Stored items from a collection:

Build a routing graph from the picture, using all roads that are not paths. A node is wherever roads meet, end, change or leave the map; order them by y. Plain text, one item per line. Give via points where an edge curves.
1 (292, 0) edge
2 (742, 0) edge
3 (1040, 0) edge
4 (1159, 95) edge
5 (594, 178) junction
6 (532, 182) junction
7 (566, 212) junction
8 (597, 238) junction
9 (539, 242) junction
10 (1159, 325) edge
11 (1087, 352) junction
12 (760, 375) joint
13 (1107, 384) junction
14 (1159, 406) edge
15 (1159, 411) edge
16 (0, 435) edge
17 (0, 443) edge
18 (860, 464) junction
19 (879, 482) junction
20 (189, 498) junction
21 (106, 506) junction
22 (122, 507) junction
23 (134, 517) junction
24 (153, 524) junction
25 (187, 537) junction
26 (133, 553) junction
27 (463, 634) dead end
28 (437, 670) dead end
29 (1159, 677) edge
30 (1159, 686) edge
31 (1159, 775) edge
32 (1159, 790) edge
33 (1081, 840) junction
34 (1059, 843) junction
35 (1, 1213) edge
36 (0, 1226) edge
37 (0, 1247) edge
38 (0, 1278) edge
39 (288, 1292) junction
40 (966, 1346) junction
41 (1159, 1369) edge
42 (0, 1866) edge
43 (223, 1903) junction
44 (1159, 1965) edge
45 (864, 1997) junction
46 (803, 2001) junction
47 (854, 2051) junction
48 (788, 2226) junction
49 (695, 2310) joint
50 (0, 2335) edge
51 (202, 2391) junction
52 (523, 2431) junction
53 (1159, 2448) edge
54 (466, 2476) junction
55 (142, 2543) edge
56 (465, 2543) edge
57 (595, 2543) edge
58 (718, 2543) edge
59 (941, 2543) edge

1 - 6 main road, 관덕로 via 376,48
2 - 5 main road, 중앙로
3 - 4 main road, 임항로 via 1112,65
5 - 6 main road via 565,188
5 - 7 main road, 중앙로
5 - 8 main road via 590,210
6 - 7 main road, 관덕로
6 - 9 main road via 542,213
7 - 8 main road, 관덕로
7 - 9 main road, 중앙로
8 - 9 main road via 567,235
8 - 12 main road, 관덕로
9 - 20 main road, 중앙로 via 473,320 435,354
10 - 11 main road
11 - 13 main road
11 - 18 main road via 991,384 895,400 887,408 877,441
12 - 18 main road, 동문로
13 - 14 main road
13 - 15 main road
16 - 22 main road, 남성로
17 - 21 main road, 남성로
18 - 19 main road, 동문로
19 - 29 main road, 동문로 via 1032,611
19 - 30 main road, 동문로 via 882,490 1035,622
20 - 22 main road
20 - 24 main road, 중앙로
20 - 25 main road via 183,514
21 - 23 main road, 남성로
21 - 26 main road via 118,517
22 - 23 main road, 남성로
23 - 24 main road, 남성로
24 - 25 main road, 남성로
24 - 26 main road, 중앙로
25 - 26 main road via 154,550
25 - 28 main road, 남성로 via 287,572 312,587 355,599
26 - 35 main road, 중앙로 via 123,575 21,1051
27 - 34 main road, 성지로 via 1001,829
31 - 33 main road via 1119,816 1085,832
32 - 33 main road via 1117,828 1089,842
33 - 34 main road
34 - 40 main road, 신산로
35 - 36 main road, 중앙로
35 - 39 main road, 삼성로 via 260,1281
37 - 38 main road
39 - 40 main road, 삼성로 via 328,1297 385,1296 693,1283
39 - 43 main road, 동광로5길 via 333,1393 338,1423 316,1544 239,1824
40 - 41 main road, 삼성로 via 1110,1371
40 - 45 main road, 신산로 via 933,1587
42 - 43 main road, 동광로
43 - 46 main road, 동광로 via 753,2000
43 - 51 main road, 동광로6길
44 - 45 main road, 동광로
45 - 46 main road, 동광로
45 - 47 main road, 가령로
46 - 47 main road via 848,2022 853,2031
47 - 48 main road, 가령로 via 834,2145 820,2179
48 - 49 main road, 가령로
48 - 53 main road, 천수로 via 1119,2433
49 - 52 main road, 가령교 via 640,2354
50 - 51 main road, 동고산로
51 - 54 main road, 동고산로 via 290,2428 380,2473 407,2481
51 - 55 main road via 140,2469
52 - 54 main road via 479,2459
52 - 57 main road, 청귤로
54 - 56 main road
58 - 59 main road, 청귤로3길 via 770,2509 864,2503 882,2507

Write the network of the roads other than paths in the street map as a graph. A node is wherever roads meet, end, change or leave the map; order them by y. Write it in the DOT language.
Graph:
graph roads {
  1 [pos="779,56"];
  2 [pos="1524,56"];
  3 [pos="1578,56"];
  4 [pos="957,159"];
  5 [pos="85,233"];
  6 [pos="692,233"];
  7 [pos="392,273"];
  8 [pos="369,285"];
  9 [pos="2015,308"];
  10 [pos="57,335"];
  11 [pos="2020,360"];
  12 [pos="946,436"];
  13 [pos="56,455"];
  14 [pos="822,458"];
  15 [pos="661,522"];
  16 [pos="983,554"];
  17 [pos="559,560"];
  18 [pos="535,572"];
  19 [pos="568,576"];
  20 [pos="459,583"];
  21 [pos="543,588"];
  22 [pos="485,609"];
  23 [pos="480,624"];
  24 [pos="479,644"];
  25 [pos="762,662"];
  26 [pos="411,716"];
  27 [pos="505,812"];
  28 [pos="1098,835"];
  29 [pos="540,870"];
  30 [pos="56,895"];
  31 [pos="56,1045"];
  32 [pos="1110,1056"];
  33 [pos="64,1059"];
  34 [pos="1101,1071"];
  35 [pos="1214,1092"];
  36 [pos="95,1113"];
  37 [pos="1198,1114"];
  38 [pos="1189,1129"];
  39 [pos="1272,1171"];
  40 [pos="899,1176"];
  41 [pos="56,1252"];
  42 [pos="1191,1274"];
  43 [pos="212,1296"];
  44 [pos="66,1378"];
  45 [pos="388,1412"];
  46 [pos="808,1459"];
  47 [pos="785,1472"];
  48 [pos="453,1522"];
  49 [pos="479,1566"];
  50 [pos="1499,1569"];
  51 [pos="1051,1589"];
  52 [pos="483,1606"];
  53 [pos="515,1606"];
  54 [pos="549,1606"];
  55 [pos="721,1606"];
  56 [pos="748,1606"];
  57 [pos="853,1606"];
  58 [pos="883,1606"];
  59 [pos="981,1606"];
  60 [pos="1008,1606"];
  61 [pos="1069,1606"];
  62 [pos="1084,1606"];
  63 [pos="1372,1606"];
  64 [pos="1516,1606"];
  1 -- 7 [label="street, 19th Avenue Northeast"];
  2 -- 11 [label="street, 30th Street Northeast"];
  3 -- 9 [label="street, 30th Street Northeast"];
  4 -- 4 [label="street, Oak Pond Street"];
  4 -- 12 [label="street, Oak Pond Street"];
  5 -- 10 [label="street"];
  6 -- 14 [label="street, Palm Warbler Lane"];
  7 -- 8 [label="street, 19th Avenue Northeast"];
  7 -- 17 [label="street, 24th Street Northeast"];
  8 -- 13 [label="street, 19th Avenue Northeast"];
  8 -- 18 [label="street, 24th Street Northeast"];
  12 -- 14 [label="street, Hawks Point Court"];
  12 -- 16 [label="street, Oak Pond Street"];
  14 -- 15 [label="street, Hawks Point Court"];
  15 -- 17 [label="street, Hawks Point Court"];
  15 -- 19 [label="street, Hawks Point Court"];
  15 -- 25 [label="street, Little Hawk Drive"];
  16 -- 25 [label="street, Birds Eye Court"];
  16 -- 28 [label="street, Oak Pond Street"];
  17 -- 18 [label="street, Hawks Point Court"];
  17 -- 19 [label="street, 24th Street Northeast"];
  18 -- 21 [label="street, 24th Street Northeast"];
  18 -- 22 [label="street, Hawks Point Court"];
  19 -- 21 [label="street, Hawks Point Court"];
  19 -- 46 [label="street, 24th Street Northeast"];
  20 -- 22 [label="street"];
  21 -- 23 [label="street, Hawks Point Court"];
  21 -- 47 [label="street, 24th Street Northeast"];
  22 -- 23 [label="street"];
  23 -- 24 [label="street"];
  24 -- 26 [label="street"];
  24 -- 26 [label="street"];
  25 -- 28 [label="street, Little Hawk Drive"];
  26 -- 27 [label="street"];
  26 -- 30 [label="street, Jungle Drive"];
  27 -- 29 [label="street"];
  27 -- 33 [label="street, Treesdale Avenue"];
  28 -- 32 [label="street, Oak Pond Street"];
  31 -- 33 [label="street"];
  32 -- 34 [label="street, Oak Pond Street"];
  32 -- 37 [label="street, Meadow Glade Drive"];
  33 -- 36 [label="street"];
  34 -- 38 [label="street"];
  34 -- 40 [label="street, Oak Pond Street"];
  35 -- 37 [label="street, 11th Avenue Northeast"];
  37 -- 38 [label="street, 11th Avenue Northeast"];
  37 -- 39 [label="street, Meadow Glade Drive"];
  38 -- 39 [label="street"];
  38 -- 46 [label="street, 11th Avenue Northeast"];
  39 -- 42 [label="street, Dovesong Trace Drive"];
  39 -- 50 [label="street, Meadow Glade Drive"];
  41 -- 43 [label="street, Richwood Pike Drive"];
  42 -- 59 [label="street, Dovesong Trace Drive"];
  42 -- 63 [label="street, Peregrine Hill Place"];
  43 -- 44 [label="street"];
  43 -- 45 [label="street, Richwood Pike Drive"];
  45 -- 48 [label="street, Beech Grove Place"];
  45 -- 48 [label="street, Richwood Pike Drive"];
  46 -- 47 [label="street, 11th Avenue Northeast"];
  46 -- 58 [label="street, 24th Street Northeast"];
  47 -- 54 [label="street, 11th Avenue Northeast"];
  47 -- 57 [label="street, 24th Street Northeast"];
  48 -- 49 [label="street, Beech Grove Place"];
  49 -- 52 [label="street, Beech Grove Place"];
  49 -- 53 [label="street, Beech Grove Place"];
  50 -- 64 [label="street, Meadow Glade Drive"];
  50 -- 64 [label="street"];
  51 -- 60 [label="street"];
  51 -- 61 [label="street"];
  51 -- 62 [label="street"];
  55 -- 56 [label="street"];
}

> [Work task]:
Every line in the data that holds the string "Drive" should be copied.

> [Output for this exercise]:
  15 -- 25 [label="street, Little Hawk Drive"];
  25 -- 28 [label="street, Little Hawk Drive"];
  26 -- 30 [label="street, Jungle Drive"];
  32 -- 37 [label="street, Meadow Glade Drive"];
  37 -- 39 [label="street, Meadow Glade Drive"];
  39 -- 42 [label="street, Dovesong Trace Drive"];
  39 -- 50 [label="street, Meadow Glade Drive"];
  41 -- 43 [label="street, Richwood Pike Drive"];
  42 -- 59 [label="street, Dovesong Trace Drive"];
  43 -- 45 [label="street, Richwood Pike Drive"];
  45 -- 48 [label="street, Richwood Pike Drive"];
  50 -- 64 [label="street, Meadow Glade Drive"];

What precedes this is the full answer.